#### Data to process ####

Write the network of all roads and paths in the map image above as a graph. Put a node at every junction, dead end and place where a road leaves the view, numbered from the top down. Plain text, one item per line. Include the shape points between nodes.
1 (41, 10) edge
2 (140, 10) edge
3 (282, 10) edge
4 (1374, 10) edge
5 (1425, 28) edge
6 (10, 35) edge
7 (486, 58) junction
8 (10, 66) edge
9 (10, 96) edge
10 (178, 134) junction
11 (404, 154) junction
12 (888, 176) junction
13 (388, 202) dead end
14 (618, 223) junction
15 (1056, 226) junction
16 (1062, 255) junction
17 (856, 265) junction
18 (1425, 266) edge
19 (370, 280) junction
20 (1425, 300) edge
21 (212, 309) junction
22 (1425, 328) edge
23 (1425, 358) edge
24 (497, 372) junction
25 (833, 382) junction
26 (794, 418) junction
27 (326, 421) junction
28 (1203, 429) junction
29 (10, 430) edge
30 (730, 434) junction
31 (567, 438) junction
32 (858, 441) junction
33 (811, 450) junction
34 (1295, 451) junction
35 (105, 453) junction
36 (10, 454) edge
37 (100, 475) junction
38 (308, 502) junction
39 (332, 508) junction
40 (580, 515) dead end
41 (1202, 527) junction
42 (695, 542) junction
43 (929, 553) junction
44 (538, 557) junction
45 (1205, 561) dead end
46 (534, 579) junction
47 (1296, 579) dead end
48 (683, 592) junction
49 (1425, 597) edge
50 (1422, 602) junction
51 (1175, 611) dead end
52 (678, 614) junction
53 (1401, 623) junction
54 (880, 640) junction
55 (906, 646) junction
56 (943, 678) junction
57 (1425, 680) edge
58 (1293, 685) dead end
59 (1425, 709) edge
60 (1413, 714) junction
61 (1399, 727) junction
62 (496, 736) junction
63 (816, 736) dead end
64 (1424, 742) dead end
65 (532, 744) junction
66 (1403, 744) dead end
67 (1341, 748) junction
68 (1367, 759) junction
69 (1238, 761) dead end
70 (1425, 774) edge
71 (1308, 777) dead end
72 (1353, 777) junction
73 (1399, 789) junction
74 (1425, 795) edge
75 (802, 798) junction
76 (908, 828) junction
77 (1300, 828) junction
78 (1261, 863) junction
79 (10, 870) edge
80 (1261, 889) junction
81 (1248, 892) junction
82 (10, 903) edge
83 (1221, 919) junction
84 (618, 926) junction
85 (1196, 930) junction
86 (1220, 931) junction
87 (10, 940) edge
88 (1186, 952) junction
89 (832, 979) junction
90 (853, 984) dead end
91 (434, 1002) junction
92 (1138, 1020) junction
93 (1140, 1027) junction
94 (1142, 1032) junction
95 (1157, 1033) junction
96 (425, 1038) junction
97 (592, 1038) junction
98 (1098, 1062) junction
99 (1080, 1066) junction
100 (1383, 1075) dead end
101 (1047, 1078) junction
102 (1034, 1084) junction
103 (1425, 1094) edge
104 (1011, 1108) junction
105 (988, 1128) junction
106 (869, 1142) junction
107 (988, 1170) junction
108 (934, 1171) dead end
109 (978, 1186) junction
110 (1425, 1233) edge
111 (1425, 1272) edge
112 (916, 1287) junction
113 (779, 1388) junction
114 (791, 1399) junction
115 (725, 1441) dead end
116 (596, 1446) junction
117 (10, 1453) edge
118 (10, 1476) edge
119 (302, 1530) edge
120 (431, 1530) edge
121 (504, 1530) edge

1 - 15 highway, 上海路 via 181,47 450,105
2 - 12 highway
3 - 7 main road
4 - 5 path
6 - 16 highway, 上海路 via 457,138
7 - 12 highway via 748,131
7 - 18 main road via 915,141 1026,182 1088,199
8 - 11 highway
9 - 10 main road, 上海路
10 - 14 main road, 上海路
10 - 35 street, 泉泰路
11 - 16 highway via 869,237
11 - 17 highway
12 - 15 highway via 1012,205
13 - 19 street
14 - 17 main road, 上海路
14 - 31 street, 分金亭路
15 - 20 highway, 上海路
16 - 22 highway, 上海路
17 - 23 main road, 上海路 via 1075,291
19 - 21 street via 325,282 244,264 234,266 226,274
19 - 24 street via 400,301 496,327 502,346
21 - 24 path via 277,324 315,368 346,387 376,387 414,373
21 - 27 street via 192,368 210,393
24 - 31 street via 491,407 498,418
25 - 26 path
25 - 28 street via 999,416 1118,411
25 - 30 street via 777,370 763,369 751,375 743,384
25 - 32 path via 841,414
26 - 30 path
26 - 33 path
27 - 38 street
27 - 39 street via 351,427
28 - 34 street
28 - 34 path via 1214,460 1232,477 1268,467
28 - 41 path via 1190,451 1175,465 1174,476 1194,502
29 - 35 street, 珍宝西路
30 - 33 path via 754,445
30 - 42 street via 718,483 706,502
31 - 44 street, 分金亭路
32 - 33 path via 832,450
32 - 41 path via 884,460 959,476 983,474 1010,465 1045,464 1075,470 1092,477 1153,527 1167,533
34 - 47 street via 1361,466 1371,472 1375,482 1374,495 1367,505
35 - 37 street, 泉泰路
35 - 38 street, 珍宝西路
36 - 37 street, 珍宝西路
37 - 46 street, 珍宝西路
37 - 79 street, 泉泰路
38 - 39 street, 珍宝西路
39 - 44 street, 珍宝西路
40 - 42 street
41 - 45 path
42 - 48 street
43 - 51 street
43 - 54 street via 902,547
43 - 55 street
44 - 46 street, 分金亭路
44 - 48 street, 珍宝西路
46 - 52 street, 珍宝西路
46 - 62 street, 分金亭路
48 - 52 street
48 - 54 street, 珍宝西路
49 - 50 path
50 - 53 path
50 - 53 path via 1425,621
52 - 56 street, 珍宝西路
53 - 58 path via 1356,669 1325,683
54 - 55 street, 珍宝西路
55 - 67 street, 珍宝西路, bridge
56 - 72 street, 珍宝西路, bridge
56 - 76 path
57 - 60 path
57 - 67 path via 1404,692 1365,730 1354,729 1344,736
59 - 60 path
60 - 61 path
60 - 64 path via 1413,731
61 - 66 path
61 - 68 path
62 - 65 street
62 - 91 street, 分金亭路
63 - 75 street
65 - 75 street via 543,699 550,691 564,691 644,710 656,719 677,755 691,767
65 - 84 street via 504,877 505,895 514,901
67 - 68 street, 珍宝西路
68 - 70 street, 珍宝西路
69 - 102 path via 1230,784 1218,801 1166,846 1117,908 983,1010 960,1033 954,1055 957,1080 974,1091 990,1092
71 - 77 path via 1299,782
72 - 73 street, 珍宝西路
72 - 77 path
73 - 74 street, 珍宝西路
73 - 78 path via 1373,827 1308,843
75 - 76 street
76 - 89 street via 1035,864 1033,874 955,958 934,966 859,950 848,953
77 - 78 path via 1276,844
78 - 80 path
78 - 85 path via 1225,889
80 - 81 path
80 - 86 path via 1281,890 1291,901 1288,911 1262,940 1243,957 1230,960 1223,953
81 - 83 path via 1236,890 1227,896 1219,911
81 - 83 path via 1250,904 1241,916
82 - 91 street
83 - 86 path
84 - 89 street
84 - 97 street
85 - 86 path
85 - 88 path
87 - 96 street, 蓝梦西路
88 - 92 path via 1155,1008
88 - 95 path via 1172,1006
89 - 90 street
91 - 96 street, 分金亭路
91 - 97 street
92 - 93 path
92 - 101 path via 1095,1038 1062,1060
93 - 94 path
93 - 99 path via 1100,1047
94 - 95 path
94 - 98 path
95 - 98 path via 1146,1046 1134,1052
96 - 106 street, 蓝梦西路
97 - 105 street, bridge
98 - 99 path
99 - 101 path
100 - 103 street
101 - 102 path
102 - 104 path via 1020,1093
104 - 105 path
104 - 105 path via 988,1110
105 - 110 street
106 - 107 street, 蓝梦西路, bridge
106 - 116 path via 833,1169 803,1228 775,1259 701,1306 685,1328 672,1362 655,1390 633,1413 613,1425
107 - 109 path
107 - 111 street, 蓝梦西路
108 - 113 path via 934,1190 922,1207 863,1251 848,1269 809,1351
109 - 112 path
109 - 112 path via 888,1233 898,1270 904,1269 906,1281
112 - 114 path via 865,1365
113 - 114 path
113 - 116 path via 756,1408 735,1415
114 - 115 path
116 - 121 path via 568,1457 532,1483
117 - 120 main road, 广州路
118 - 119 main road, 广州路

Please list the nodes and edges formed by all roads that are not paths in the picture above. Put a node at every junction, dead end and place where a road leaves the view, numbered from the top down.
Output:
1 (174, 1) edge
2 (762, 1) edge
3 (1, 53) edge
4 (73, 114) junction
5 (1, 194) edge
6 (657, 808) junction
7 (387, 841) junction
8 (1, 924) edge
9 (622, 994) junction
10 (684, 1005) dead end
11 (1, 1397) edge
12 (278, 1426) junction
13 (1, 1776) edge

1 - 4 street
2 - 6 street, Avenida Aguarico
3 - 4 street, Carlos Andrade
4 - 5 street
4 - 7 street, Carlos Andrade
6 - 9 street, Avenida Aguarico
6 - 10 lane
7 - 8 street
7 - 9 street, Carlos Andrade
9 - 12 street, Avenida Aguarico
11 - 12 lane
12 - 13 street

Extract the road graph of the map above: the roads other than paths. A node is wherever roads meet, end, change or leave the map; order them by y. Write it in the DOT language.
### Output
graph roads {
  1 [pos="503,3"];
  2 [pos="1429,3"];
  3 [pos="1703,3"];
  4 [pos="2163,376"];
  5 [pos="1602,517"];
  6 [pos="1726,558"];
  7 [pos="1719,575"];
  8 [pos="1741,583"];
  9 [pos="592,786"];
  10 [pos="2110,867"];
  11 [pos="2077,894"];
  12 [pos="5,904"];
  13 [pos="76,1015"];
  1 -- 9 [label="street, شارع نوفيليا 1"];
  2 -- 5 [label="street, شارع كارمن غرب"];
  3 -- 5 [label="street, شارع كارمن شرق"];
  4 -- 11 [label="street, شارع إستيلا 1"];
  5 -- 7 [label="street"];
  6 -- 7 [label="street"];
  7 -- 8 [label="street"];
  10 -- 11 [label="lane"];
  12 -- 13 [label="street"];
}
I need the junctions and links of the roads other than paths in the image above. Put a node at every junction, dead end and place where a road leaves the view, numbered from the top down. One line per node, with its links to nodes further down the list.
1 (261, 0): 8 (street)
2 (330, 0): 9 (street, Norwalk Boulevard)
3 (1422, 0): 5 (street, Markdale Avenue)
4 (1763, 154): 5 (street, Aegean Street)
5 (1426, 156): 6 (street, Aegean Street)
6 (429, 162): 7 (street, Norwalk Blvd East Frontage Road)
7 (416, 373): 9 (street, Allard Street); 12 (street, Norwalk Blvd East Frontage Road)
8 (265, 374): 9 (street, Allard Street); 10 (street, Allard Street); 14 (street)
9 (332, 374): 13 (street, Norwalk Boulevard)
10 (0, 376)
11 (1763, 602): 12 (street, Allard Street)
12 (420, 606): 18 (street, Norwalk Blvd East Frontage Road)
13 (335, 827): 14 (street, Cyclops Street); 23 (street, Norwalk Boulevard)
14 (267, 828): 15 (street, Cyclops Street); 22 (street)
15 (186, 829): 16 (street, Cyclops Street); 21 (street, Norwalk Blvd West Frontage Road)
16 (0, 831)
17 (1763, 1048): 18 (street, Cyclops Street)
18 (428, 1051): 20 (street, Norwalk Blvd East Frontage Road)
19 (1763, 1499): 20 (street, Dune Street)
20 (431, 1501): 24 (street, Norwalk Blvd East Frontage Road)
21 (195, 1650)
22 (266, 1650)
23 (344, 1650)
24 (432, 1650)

####

Directions: In the lines above, find the word "شارع" and copy every line it occurs in.

Exercise solution:
  1 -- 9 [label="street, شارع نوفيليا 1"];
  2 -- 5 [label="street, شارع كارمن غرب"];
  3 -- 5 [label="street, شارع كارمن شرق"];
  4 -- 11 [label="street, شارع إستيلا 1"];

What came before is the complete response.